Teramoto Kanae, Sato Hiroaki, Sun Liwei, Torimura Masaki, Tao Hiroaki, Yoshikawa Hiromichi, Hotta Yudai, Hosoda Akifumi, Tamura Hiroto
Research Institute for Environmental Management Technology, National Institute of Advanced Industrial Science and Technology, 16-1 Onogawa, Tsukuba, Ibaraki 305-8569, Japan.
Anal Chem. 2007 Nov 15;79(22):8712-9. doi: 10.1021/ac701905r. Epub 2007 Oct 16.
A new method for phylogenetic classification of bacterial strains using matrix-assisted laser desorption/ionization-mass spectrometry (MALDI-MS) is proposed. This method was developed using a bioinformatics-based approach to the rapid identification of bacteria as previously proposed by Demirev and co-workers, which uses ribosomal proteins composed of approximately 50 subunit proteins as biomarkers. Although the amino acid sequences of ribosomal proteins are highly conserved, slight sequence variations can occur at the strain level.

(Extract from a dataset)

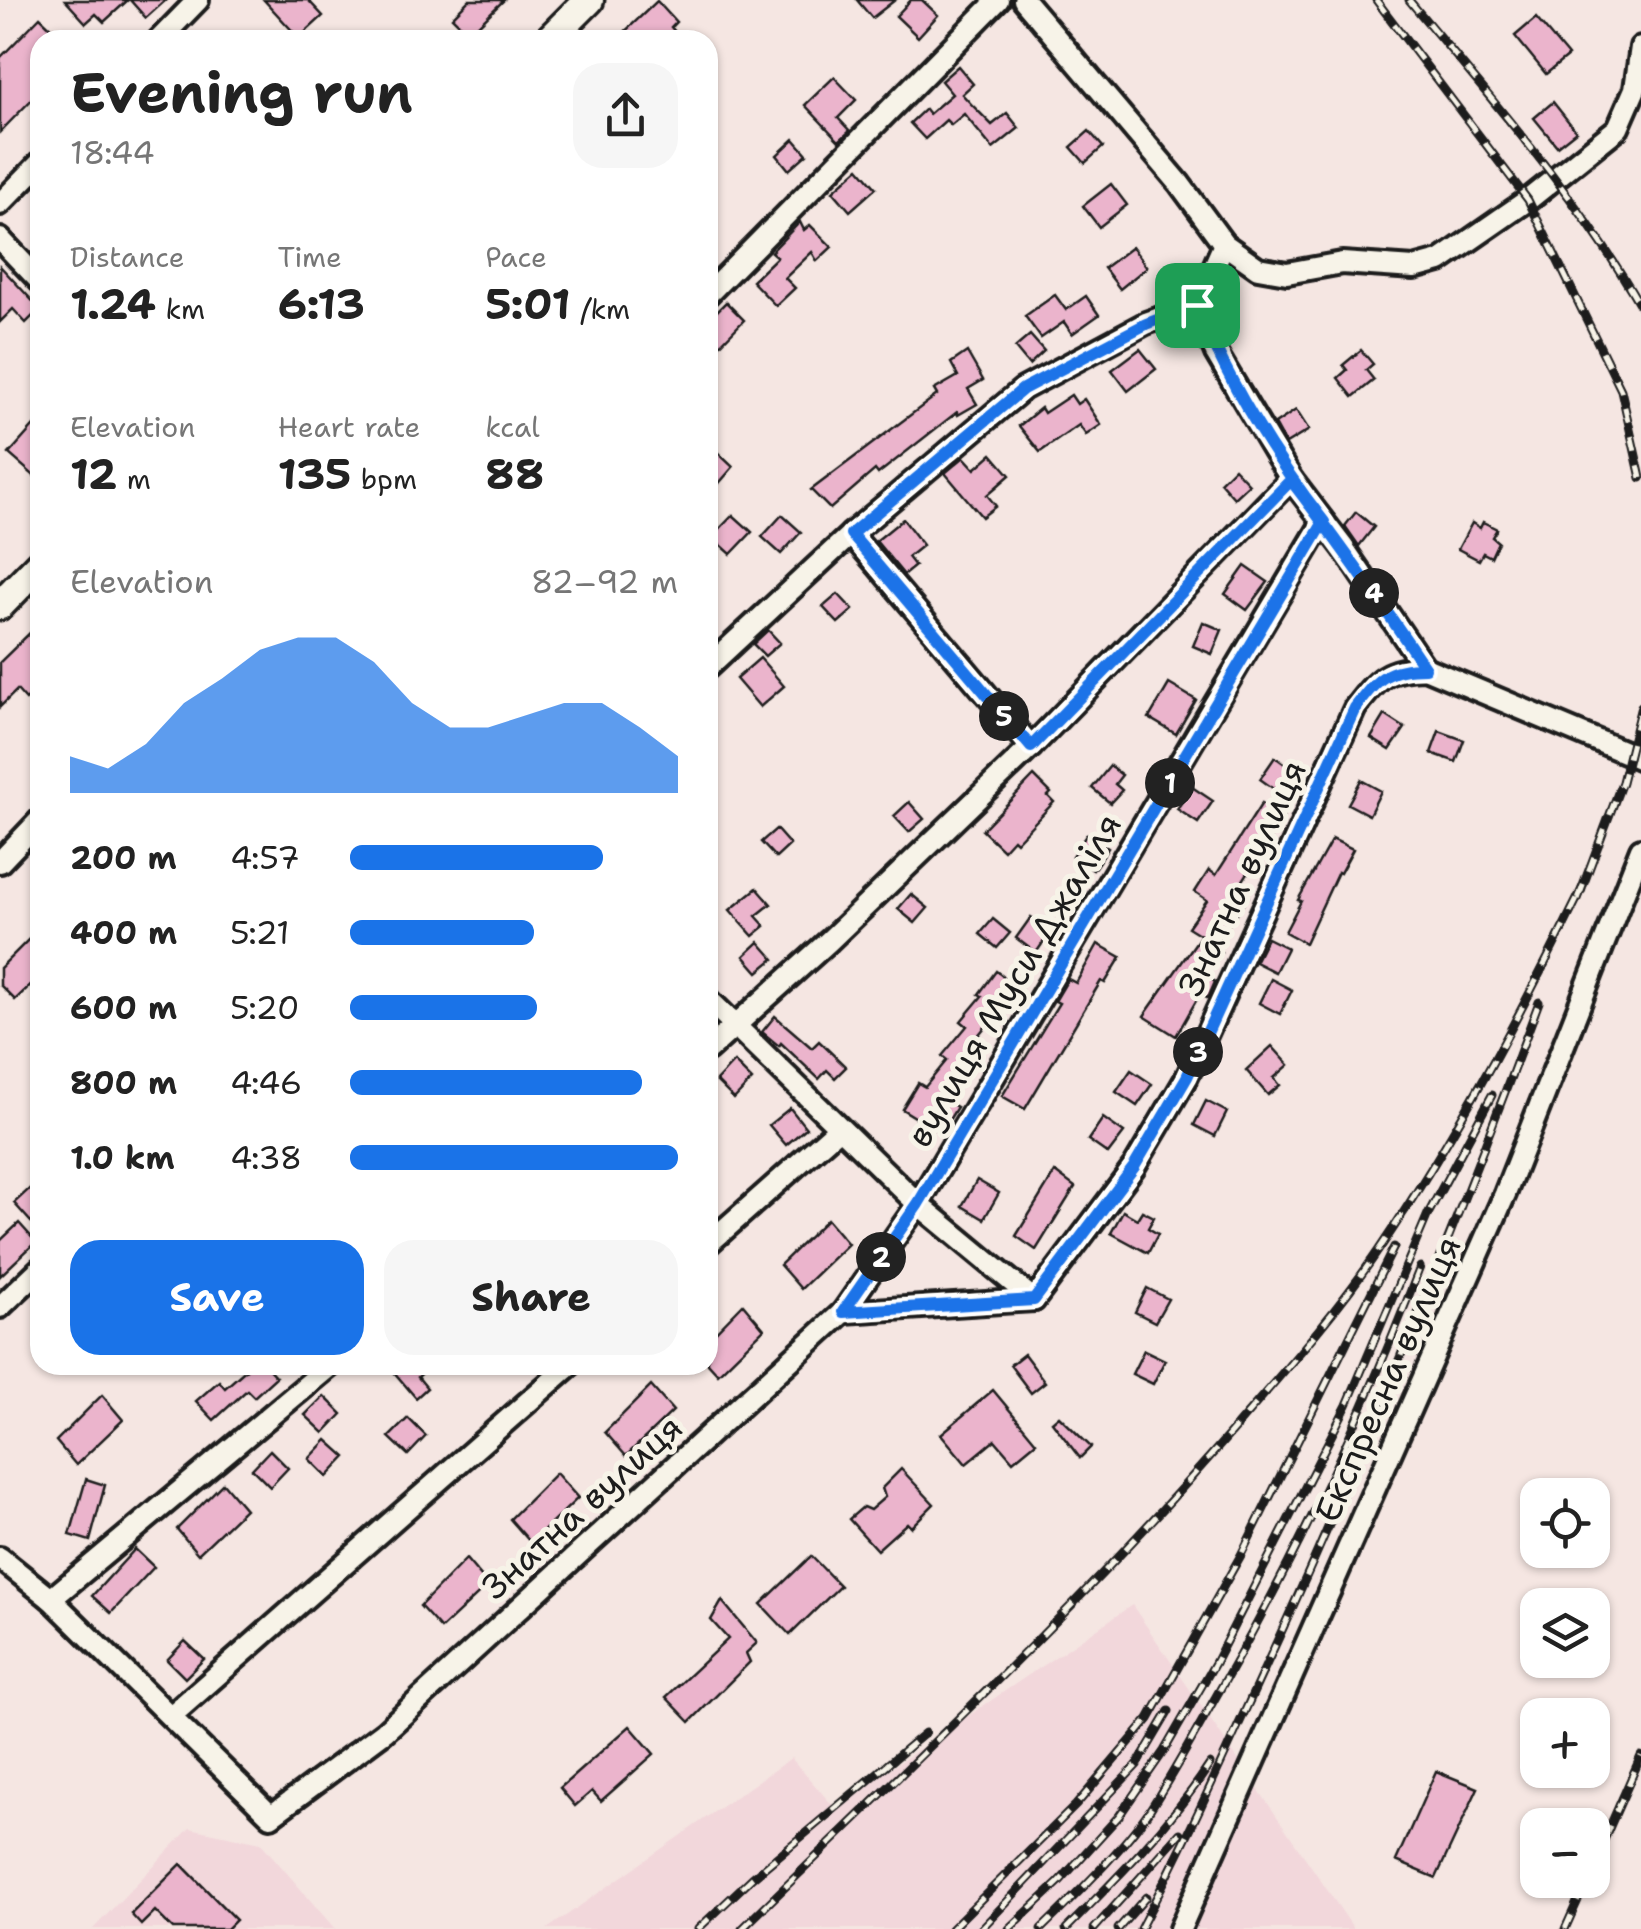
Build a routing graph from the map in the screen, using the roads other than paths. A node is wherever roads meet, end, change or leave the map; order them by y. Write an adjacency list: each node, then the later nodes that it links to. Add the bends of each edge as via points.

Since ribosomal subunit proteins are a complex of housekeeping proteins that have different phylogenetic evolution rates, sequence variation detected as mass differences by MALDI-MS may be useful for the phylogenetic classification of bacteria at strain level. In our proposed method, the first step is the selection of reliable biomarkers through characterization of the expressed ribosomal subunit proteins of a reference strain (usually a genome-sequenced strain) by MALDI-MS. The observed masses in the MALDI mass spectra of cell lysates of sample strains are then compared with the biomarker masses of the reference strain. The biomarkers for each sample strain were designated as present or absent at the reference masses, indicated by 1 or 0, respectively, which were summarized in a table. This table is processed by cluster analysis, generating a phylogenetic tree. In this study, the success of this approach was confirmed by classification of Pseudomonas putida strains because its classification is much more complicated than that of other bacterial strains. Forty-three reliable biomarkers were selected from ribosomal sub-unit proteins of a genome-sequenced strain, P. putida KT2440. The numbers and kinds of biomarkers observed for 16 strains of P. putida, including different biovars, were markedly different, reflecting the variety of the strains. The classification results by the proposed method were highly comparable to those based on the DNA gyrase subunit B gene (gyrB) sequence analysis, suggesting our proposed method would be a useful high-throughput method for phylogenetic classification of newly isolated bacteria.
提出了一种利用基质辅助激光解吸/电离质谱(MALDI-MS)对细菌菌株进行系统发育分类的新方法。该方法是基于生物信息学方法开发的,用于如Demirev及其同事之前所提出的细菌快速鉴定,该方法使用由大约50种亚基蛋白组成的核糖体蛋白作为生物标志物。尽管核糖体蛋白的氨基酸序列高度保守,但在菌株水平上可能会出现轻微的序列变异。由于核糖体亚基蛋白是具有不同系统发育进化速率的管家蛋白复合物,通过MALDI-MS检测到的作为质量差异的序列变异可能有助于在菌株水平上对细菌进行系统发育分类。在我们提出的方法中,第一步是通过MALDI-MS对参考菌株(通常是基因组测序菌株)表达的核糖体亚基蛋白进行表征,从而选择可靠的生物标志物。然后将样品菌株细胞裂解物的MALDI质谱中观察到的质量与参考菌株的生物标志物质量进行比较。每个样品菌株的生物标志物在参考质量处被指定为存在或不存在,分别用1或0表示,并汇总在一个表格中。该表格通过聚类分析进行处理,生成系统发育树。在本研究中,通过恶臭假单胞菌菌株的分类证实了该方法的成功,因为其分类比其他细菌菌株的分类要复杂得多。从基因组测序菌株恶臭假单胞菌KT2440的核糖体亚基蛋白中选择了43个可靠的生物标志物。在16株恶臭假单胞菌(包括不同生物变种)中观察到的生物标志物数量和种类明显不同,反映了菌株的多样性。所提出方法的分类结果与基于DNA促旋酶亚基B基因(gyrB)序列分析的结果高度可比,表明我们提出的方法将是一种用于新分离细菌系统发育分类的有用的高通量方法。